Key Experimental Results¶
Main Results¶
| Method | Syn-Exp-3 HDR PSNR↑ | Syn-Exp-3 TAE↓ | FPS↑ |
|---|---|---|---|
| GaussHDR† | 31.25 | 0.089 | 51 |
| HDR-HexPlane† | 29.60 | 0.155 | 1 |
| MoSca-HDR‡ | 36.89 | 0.059 | 82 |
| Mono4DGS-HDR | 37.64 | 0.057 | 161 |
| Method | Real-Exp-2 PSNR↑ | Real-Exp-2 TAE↓ | Real-Exp-3 PSNR↑ | Real-Exp-3 TAE↓ |
|---|---|---|---|---|
| MoSca-HDR‡ | 30.28 | 0.054 | 27.23 | 0.076 |
| Mono4DGS-HDR | 31.82 | 0.046 | 27.65 | 0.067 |
Ablation Study¶
| Configuration | Syn-Exp-3 HDR PSNR | Syn-Exp-3 TAE |
|---|---|---|
| w/o Video Gaussian Init | 36.07 (-1.57) | 0.057 |
| w/o Occlusion Handling | 37.22 (-0.42) | 0.059 |
| w/o 2D Covariance Invariance | 37.25 (-0.39) | 0.057 |
| w/o TLR | 37.58 (-0.06) | 0.071 (+0.014) |
| Full Model | 37.64 | 0.057 |
Key Findings¶
- Video Gaussian Init is the most critical: Removing it drops HDR PSNR by 1.57 dB, proving the two-stage strategy is the cornerstone of the method.
- TLR is vital for temporal consistency: It has minimal impact on PSNR (-0.06) but improves TAE by 24.6%.
- FPS Leadership: At 161 FPS, it is twice as fast as MoSca-HDR (82 FPS).
- Constant-exposure methods (SplineGS/GFlow) with an added HDR head perform poorly (PSNR 17.59 or failure).
Highlights & Insights¶
- Wisdom of Two-stage Decoupling: Decoupling HDR recovery from 3D reconstruction—solving HDR in a simplified space (orthographic/pose-less) then using the brightness consistency to aid world-space 3D reconstruction (pose estimation).
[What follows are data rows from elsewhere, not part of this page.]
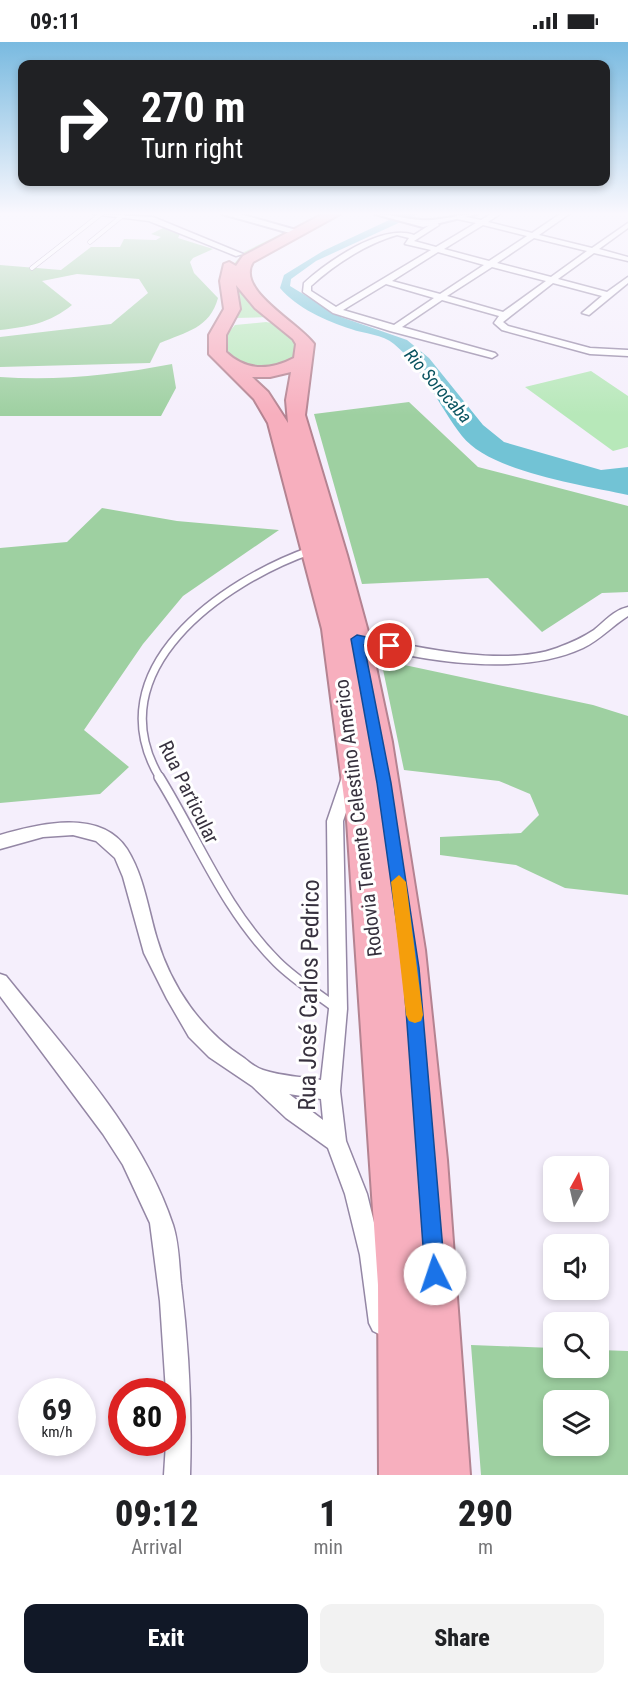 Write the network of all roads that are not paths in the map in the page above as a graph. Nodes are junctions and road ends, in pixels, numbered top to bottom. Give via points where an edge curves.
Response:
1 (228, 281) edge
2 (243, 281) edge
3 (311, 281) edge
4 (384, 281) joint
5 (466, 281) edge
6 (552, 281) joint
7 (626, 281) edge
8 (608, 295) junction
9 (441, 297) junction
10 (336, 311) junction
11 (586, 313) dead end
12 (504, 315) junction
13 (250, 321) junction
14 (393, 329) junction
15 (628, 353) edge
16 (492, 355) dead end
17 (303, 360) junction
18 (235, 369) junction
19 (313, 549) junction
20 (628, 611) edge
21 (357, 639) junction
22 (355, 763) junction
23 (2, 841) edge
24 (0, 982) edge
25 (338, 1009) junction
26 (259, 1079) junction
27 (330, 1091) junction
28 (336, 1141) junction
29 (177, 1475) edge
30 (402, 1475) edge
31 (446, 1475) edge

1 - 13 highway, Rodovia Tenente Celestino Americo via 232,309
2 - 13 highway, Rodovia Tenente Celestino Americo via 252,298
3 - 10 street via 307,292
4 - 9 street
4 - 10 street
5 - 9 street
6 - 8 street
6 - 12 street
7 - 8 street
8 - 11 street
9 - 12 street
9 - 14 street
10 - 14 street
12 - 15 street via 498,324 505,328 590,351
13 - 17 highway, Rodovia Tenente Celestino Americo via 302,336
13 - 18 highway, Rodovia Tenente Celestino Americo via 217,333 218,354
14 - 16 street
17 - 18 highway via 277,372
17 - 21 highway, Rodovia Tenente Celestino Americo via 295,415
18 - 19 highway, Rodovia Tenente Celestino Americo via 261,396 278,423
19 - 22 highway, Rodovia Tenente Celestino Americo via 333,629
19 - 25 lane, Rua Particular via 289,556 239,582 191,619 170,646 146,690 143,719 146,748 214,881 272,958
20 - 21 street via 616,616 594,636 548,656 530,659 455,655
21 - 31 highway, Rodovia Tenente Celestino Americo via 384,783 411,968 437,1298
22 - 25 street, Rua José Carlos Pedrico via 335,821
22 - 30 highway, Rodovia Tenente Celestino Americo via 374,945 399,1284
23 - 26 street via 63,828 95,834 115,845 130,871 150,945 176,997 202,1038
24 - 29 street via 81,1086 140,1175 162,1225 178,1360
25 - 27 street, Rua José Carlos Pedrico
26 - 27 street
26 - 28 street via 293,1111
27 - 28 street, Rua José Carlos Pedrico
28 - 30 street, Rua José Carlos Pedrico via 356,1194 371,1255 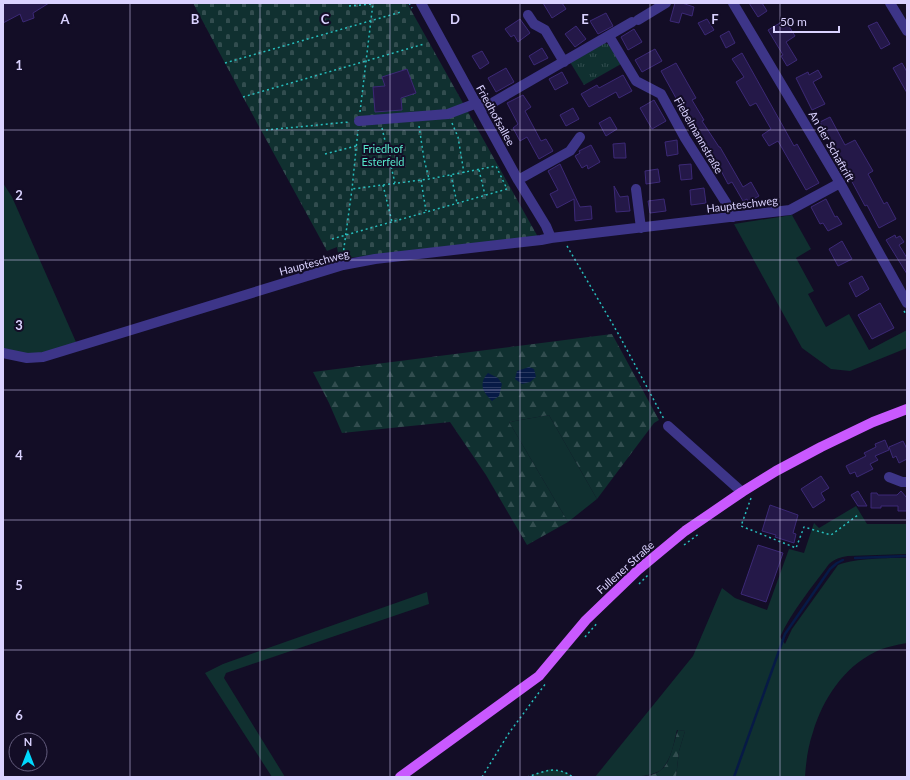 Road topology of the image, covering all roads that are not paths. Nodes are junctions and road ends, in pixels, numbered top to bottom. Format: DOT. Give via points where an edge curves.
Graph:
graph roads {
  1 [pos="421,3"];
  2 [pos="666,3"];
  3 [pos="733,3"];
  4 [pos="890,3"];
  5 [pos="528,15"];
  6 [pos="907,31"];
  7 [pos="609,36"];
  8 [pos="564,62"];
  9 [pos="478,106"];
  10 [pos="359,121"];
  11 [pos="580,138"];
  12 [pos="518,180"];
  13 [pos="840,183"];
  14 [pos="636,189"];
  15 [pos="733,217"];
  16 [pos="641,228"];
  17 [pos="551,238"];
  18 [pos="907,303"];
  19 [pos="3,353"];
  20 [pos="907,409"];
  21 [pos="668,426"];
  22 [pos="889,477"];
  23 [pos="907,482"];
  24 [pos="745,495"];
  25 [pos="400,777"];
  1 -- 9 [label="street, Friedhofsallee"];
  2 -- 7 [label="street"];
  3 -- 13 [label="street, An der Schaftrift"];
  4 -- 6 [label="street"];
  5 -- 8 [label="street" via="534,24 545,30"];
  7 -- 8 [label="street"];
  7 -- 15 [label="street, Fiebelmannstraße" via="636,81 661,94"];
  8 -- 9 [label="street"];
  9 -- 10 [label="street" via="448,114"];
  9 -- 12 [label="street, Friedhofsallee"];
  11 -- 12 [label="street" via="570,151"];
  12 -- 17 [label="street, Friedhofsallee"];
  13 -- 15 [label="street, Haupteschweg" via="790,210"];
  13 -- 18 [label="street, An der Schaftrift"];
  14 -- 16 [label="street"];
  15 -- 16 [label="street, Haupteschweg"];
  16 -- 17 [label="street, Haupteschweg"];
  17 -- 19 [label="street, Haupteschweg" via="342,265 43,358"];
  20 -- 24 [label="main road, Fullener Straße" via="821,447 776,471"];
  21 -- 24 [label="street"];
  22 -- 23 [label="street"];
  24 -- 25 [label="main road, Fullener Straße" via="685,531 638,570 586,620 544,678"];
}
This strategy breaks the vicious cycle of alternating exposure.
- 2D Covariance Invariance: Maintaining the projected 2D shape during the transformation from video to world space is a simple yet crucial constraint to avoid geometric distortion.
- Normalized Difference for Temporal Regularization: Using \(\frac{H_1 - H_2}{H_1 + H_2}\) eliminates the impact of absolute HDR scales, focusing only on relative changes, which is suitable for any dynamic range.
Limitations & Future Work¶
- Complexity: Relies on multiple preprocessing models (DepthCrafter + SpatialTracker + RAFT), which might introduce accumulated errors.
- Limited Exposure Patterns: Currently supports 2-3 alternating exposure patterns; more complex or random exposure strategies remain unexplored.
- Training Time: 1.5 hours is still long for real-time application scenarios.
- Evaluation: While HDR GT is available for synthetic data, real-world evaluation relies on LDR metrics due to the lack of HDR GT.
Related Work & Insights¶
- vs GaussHDR: GaussHDR requires known poses and multi-view for static scenes; Mono4DGS-HDR handles dynamic scenes, monocular input, and unknown poses.
- vs MoSca-HDR: MoSca is based on constant exposure; its HDR-augmented version lacks the specialized two-stage strategy of this work.
- vs HDR-HexPlane: A NeRF-based dynamic HDR method that renders at only 1 FPS, whereas this work achieves 161 FPS.
Rating¶
- Novelty: ⭐⭐⭐⭐⭐ Pioneering solution for 4D HDR reconstruction from alternating-exposure monocular videos.
- Experimental Thoroughness: ⭐⭐⭐⭐⭐ 25 scenes (synthetic + real), various exposure modes, and detailed ablations.
- Writing Quality: ⭐⭐⭐⭐ Complex method but clearly described with rich visualizations.
- Value: ⭐⭐⭐⭐⭐ Solves a core problem in practical HDR video reconstruction with 161 FPS real-time rendering.